Some coaches grumbled about the issue of competitive fairness: What if BYU played in calm conditions for its third round on Thursday, while everybody else competed in rain and 30-mph winds come Sunday?

BYU coach Bruce Brockbank has been on the NCAA competition committee for the past four years, but even he was curious about how it would all play out.

For the practice round, the NCAA informed the Cougars that they needed to be off the course by 1:30 p.m. local time, a little more than a half hour before the start of the women’s final between Arizona and Alabama. All six players got a look at the course in 5 hours and 30 minutes – or an hour and 15 minutes less than the official Thursday practice round – and needed to run between shots on the 17th and 18th holes to finish on time.

Brockbank tried to prepare his players for what they would face Thursday. It’s a different experience without a playing marker – not seeing another shot affected by the wind, not watching another ball break on the greens, not falling into a rhythm with pace – but perhaps no amount of simulated rounds would have helped.

Playing as singles, with only a rules official and a walking scorer by its side, BYU began its NCAA Championship at 4 p.m. local time Thursday. The Cougars got in only a few holes before the horn sounded to suspend play. It turned out to be a two-hour weather delay, and players slapped it around a sloppy, soggy course until dark, with their last single on the 11th hole.

They returned the next morning, at 6:55, and wrapped up their round in an hour and a half before turning around for another 18.

Their final tally? They shot 24-over 312 – easily the worst third-round score of any team.

“We obviously didn’t handle it very well,” Brockbank said, “but it definitely wasn’t an advantage.”

BYU rebounded the next two rounds, with scores of 298-286, putting the team squarely inside the top-15 cut line.

“And six or seven hours,” he said, “we were right there with the best teams in the country.”

But then the third-round scores got posted, and it was clear that they had no chance of advancing past the 54-hole cut.

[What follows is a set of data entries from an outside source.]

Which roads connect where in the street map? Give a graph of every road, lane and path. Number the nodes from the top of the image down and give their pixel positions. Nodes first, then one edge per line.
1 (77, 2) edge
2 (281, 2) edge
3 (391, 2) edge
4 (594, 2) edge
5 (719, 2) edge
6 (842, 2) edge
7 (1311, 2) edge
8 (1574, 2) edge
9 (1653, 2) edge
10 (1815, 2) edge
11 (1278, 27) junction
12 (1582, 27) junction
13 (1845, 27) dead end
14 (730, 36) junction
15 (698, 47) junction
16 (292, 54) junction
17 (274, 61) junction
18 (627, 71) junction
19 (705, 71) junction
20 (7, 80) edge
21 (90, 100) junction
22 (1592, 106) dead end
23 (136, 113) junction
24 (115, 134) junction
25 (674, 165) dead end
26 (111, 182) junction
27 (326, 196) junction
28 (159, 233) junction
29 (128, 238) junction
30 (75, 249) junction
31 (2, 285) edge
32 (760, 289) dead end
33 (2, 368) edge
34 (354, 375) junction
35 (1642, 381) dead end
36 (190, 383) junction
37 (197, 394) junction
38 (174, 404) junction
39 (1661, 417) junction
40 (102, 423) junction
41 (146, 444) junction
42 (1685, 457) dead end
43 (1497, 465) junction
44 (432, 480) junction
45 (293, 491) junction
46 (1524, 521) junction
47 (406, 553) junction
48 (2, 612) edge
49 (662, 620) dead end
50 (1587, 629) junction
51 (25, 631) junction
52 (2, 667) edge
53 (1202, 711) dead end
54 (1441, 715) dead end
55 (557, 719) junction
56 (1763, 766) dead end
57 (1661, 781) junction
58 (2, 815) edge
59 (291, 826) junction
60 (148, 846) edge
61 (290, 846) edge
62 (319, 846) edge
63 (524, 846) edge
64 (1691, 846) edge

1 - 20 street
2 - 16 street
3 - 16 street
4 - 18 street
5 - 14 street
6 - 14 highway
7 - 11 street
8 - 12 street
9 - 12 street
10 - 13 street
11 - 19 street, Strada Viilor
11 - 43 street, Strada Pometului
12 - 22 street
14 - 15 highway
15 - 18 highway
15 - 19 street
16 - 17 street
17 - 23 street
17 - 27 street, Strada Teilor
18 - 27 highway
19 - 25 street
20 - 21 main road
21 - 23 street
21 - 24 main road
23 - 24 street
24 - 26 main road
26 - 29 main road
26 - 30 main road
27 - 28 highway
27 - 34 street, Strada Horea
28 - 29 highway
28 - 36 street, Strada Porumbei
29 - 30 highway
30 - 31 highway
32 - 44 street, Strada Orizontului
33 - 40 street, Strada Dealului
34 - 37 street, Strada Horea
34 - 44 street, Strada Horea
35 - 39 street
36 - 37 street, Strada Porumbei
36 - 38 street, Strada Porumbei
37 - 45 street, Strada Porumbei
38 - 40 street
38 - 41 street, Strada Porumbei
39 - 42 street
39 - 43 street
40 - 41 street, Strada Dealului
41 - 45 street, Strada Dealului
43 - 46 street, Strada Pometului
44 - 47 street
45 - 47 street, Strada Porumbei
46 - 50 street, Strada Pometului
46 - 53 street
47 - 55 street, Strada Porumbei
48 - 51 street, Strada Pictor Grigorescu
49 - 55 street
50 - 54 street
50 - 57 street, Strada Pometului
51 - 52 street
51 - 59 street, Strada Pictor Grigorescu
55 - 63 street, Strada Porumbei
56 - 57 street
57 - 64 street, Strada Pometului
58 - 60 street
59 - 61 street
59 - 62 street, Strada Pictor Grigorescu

“It was pretty frustrating to watch our guys,” he said. “We just didn’t handle it very well.”

The same was true for the team’s best player, senior Patrick Fishburn. With just the first and second round counting, Fishburn (67-72) was in a tie for second, one shot off the individual lead, heading into Sunday. Then his third-round 78 from Thursday was posted, and he tumbled down the leaderboard, needing help just to advance to the final round of stroke-play qualifying.

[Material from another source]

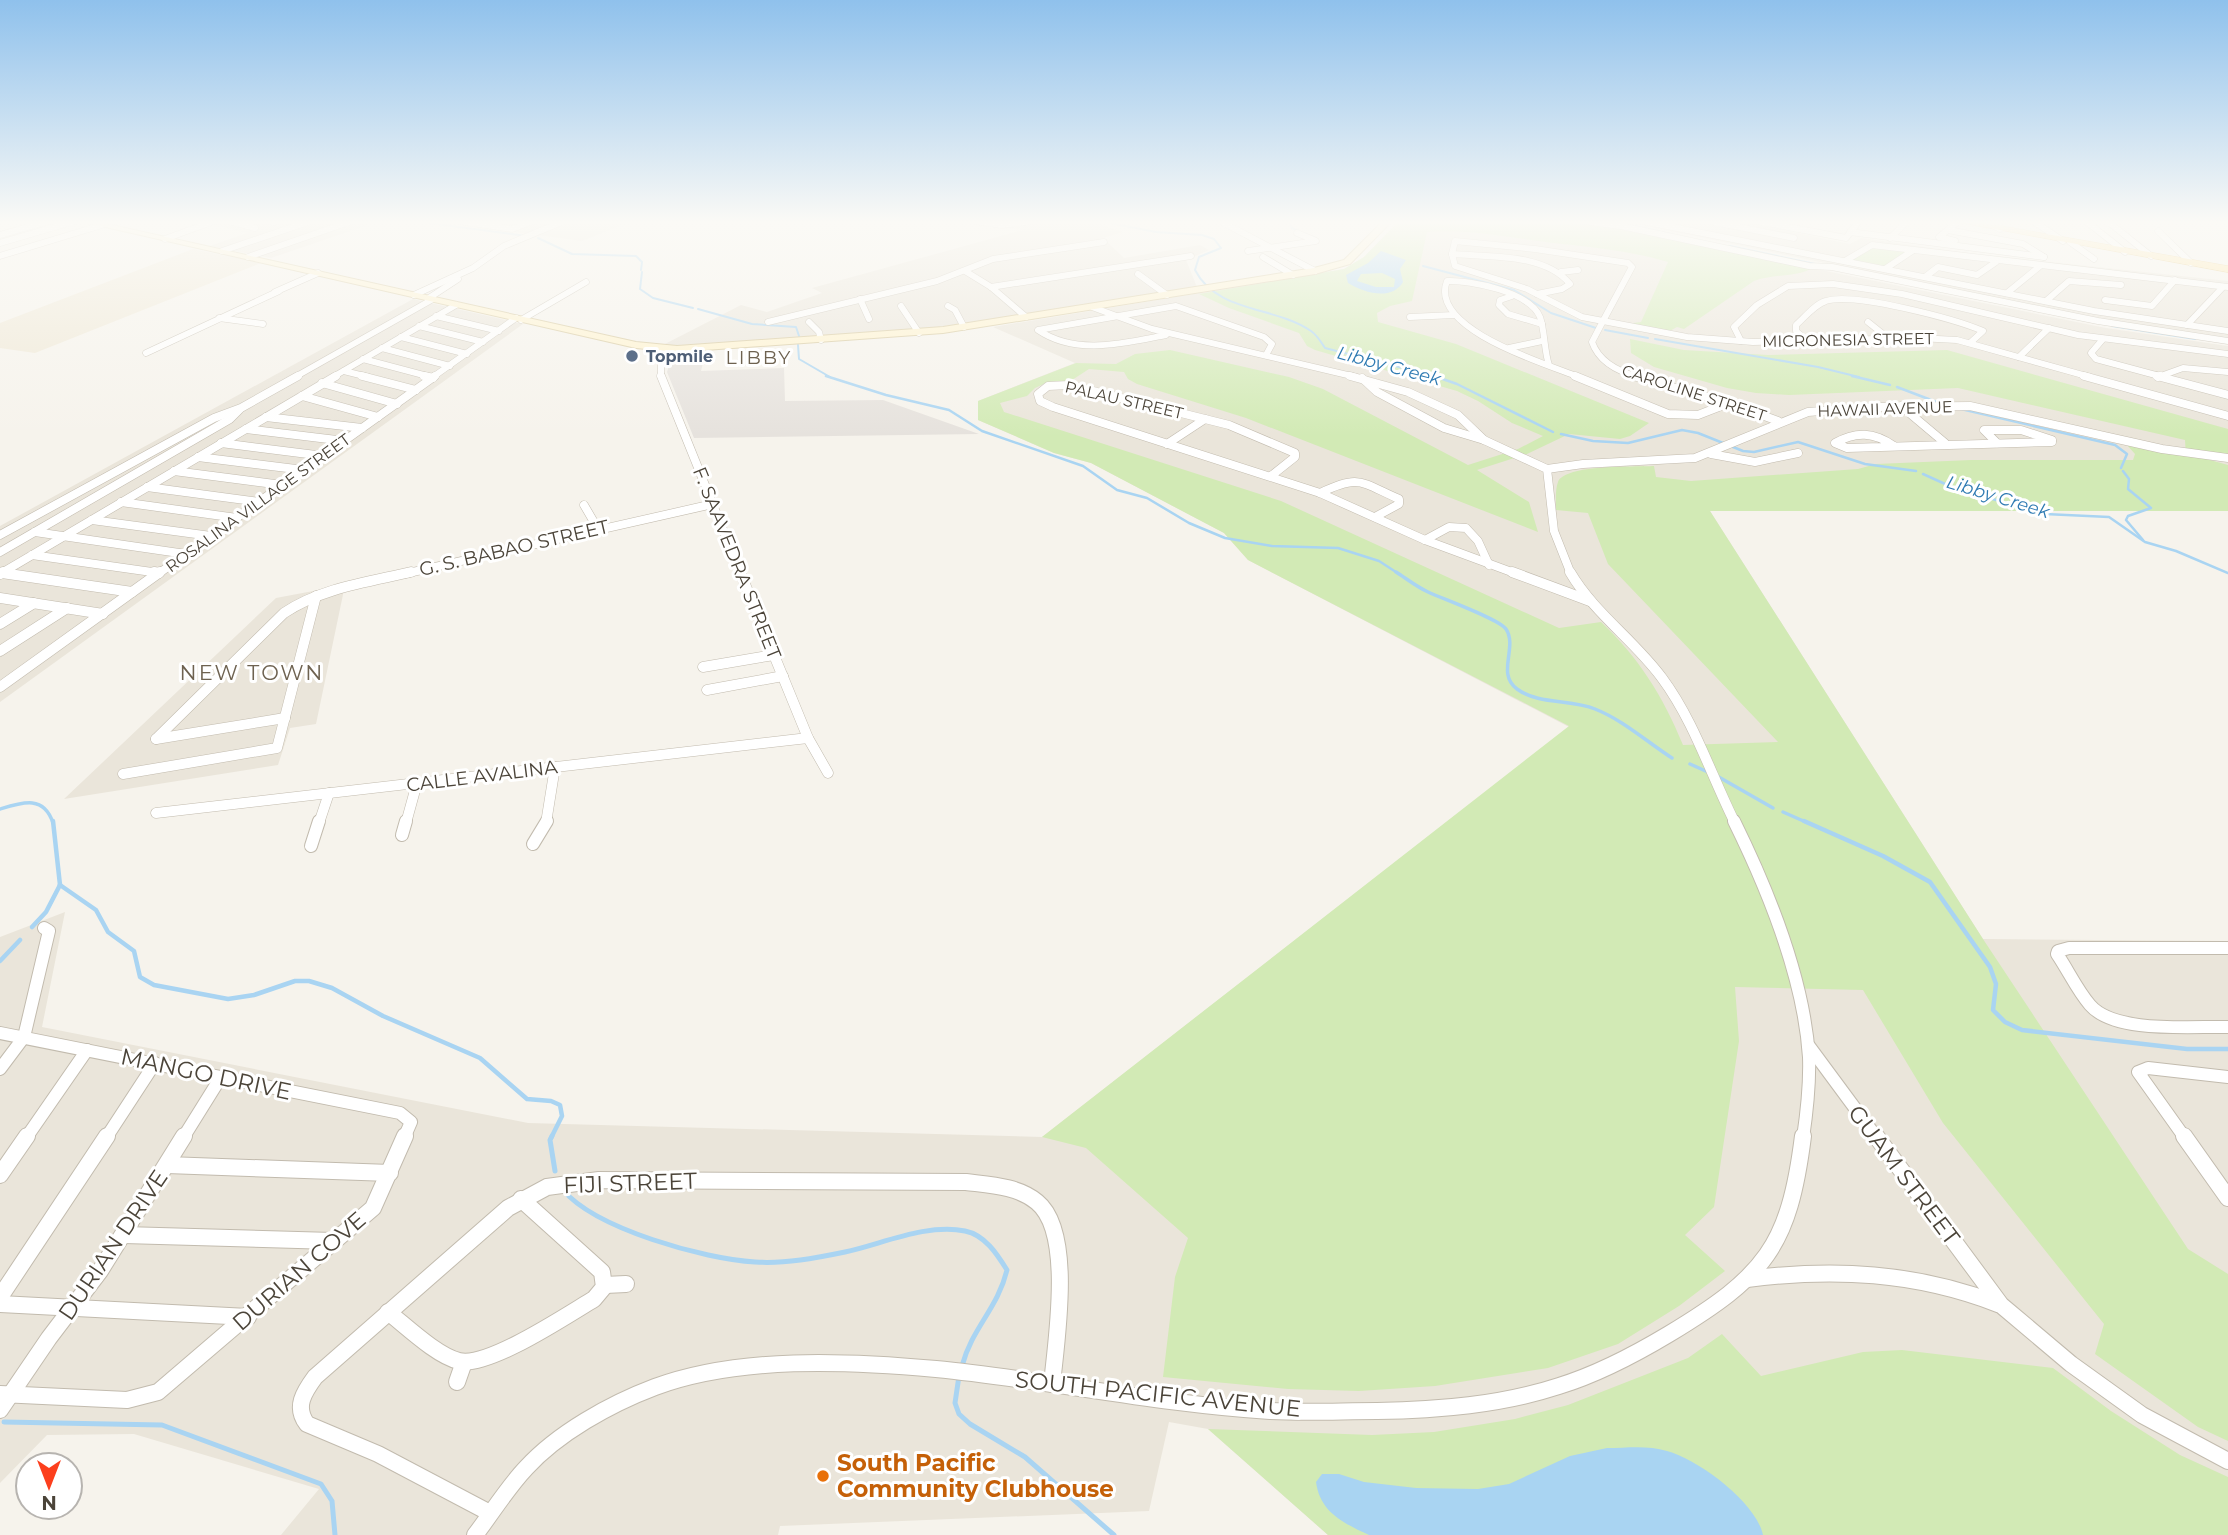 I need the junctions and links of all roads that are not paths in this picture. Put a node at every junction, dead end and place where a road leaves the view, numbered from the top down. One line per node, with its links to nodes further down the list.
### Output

“I’d rather have it this way,” Brockbank said. “If we had shot 5 under par and everyone else is over par, I don’t want to hear that wrath. The coaches wouldn’t put up with that. The fact that we’re not a factor, it’ll go away. But if the day did go well, it would have been a different story.”

Still, it was a strange dynamic Sunday, as a team competing in the NCAA Championship never even made it to the course – Brockbank preferred that the guys stay away from Karsten Creek, if only for appearances.

They went to a local church for three hours, then ate lunch and retired to the team hotel, where they watched TV and studied and played chess. Fishburn has another round to play Monday, but he didn’t even hit balls.

“I don’t think he’s even concerned about that – it’s just a nice, quiet Sabbath day,” Brockbank said. “But as a coach, it’s definitely a little odd.”